Imaging Patterns of Cardiovascular Involvement in Mixed Connective Tissue Disease Evaluated by Cardiovascular Magnetic Resonance.
BACKGROUND
To clarify the imaging patterns of cardiovascular lesions in patients with mixed connective tissue disease (MCTD) and cardiovascular symptoms with or/ without abnormal routine non-invasive evaluation.
PATIENTS-METHODS
Twenty-two MCTD patients (19F/3M), aged 38±4 yrs with cardiovascular symptoms were evaluated using a 1.5 T scanner. Of them, 8/22 had systemic lupus erythematosus (SLE), 5/22 rheumatoid arthritis (RA), 5/22 scleroderma (SSc) and 4/22 myositis (MY) overlap syndromes; 10/22 patients with MCTD presented with Raynaud phenomenon (RP) and all were positive for Anti-RNP antibodies. The cardiovascular magnetic resonance study (CMR) included evaluation of function, inflammation and fibrosis. Myocardial stress perfusion-fibrosis evaluation was performed only in MCTD patients with RP.
RESULTS
A positive CMR study was identified in 4/8 with SLE, 1/5 with RA, 4/5 with SSc and in 1/4 with MY like MCTD. The CMR lesions were subendocardial or transmural LGE following the distribution of coronary arteries, intramyocardial LGE and diffuse subendocardial LGE in SLE-RA, MY and SSc like MCTD, respectively. Although no evidence of fibrosis was identified in patients with RP, adenosine stress myocardial perfusion revealed diffuse subendocardial perfusion defects.

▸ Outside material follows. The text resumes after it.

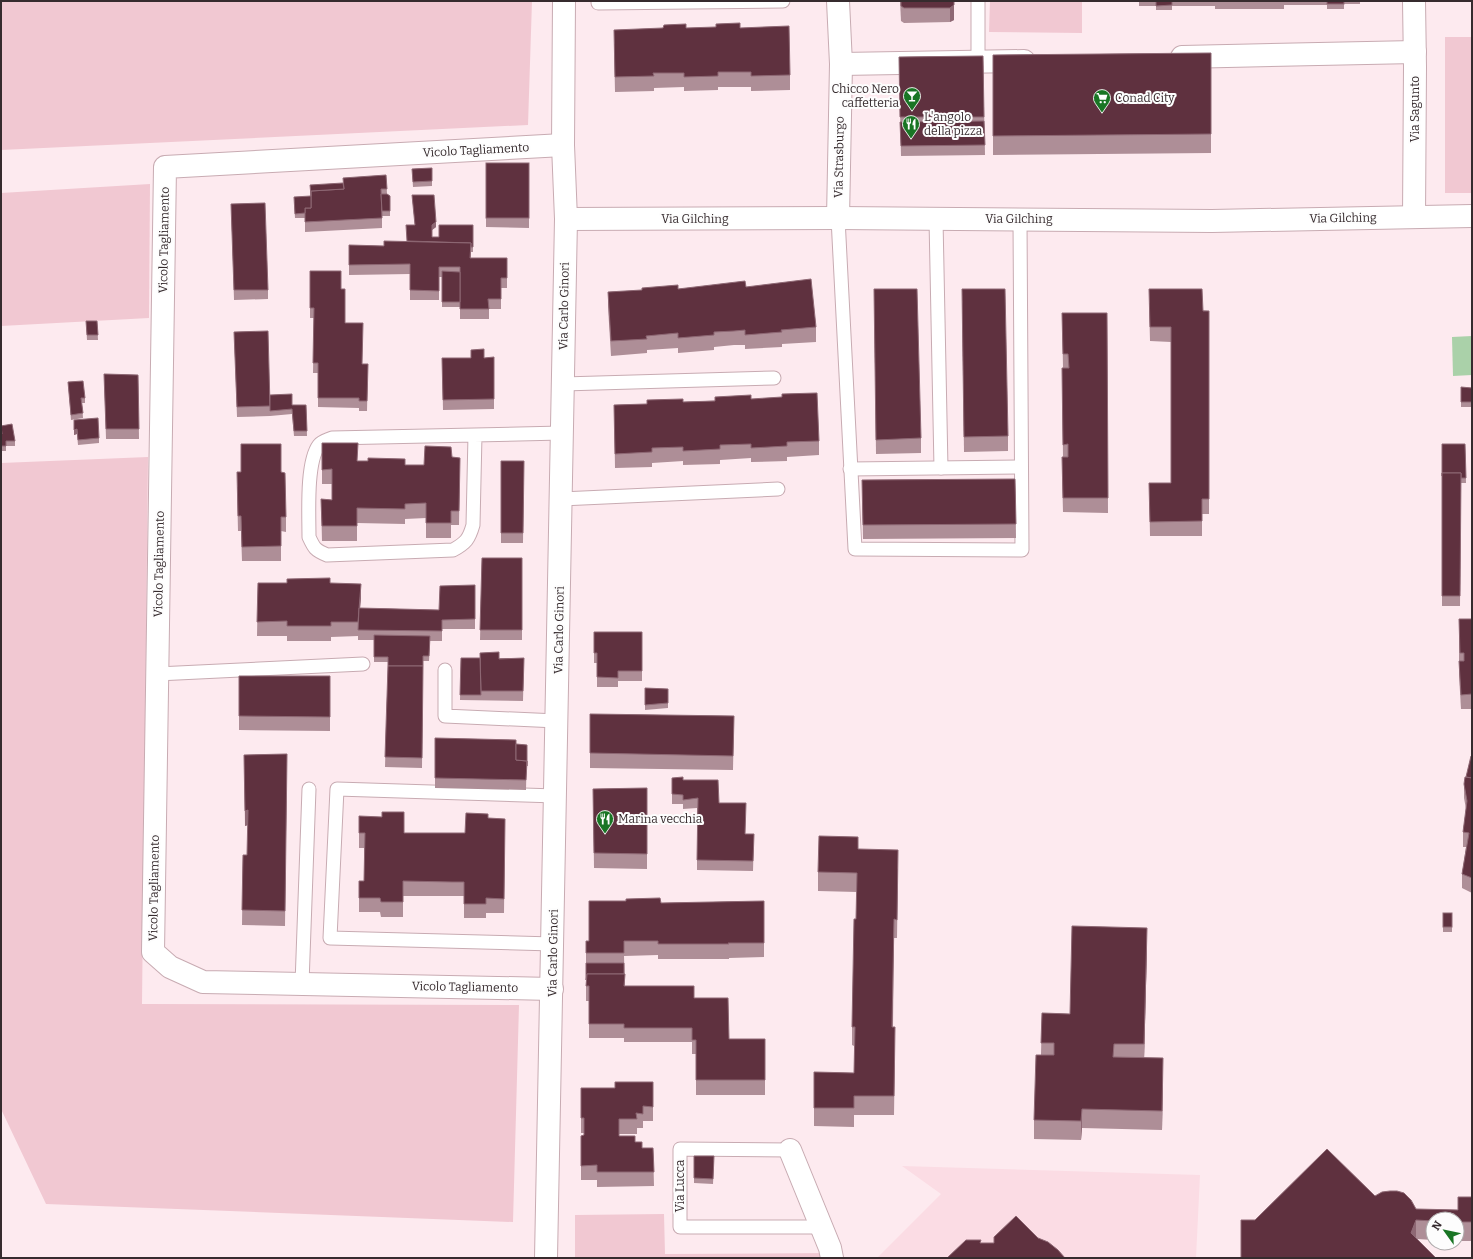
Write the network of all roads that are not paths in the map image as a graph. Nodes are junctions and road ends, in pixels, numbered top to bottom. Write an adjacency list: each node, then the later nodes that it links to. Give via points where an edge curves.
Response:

No correlation between disease duration and/or inflammatory indices and cardiac lesions was identified.
CONCLUSION
CMR can reveal myocardial lesions in MCTD patients with cardiac symptoms including myocardial infarction, inflammation, diffuse subendocardial fibrosis and diffuse perfusion defects, necessitating further cardiac investigation and/or treatment.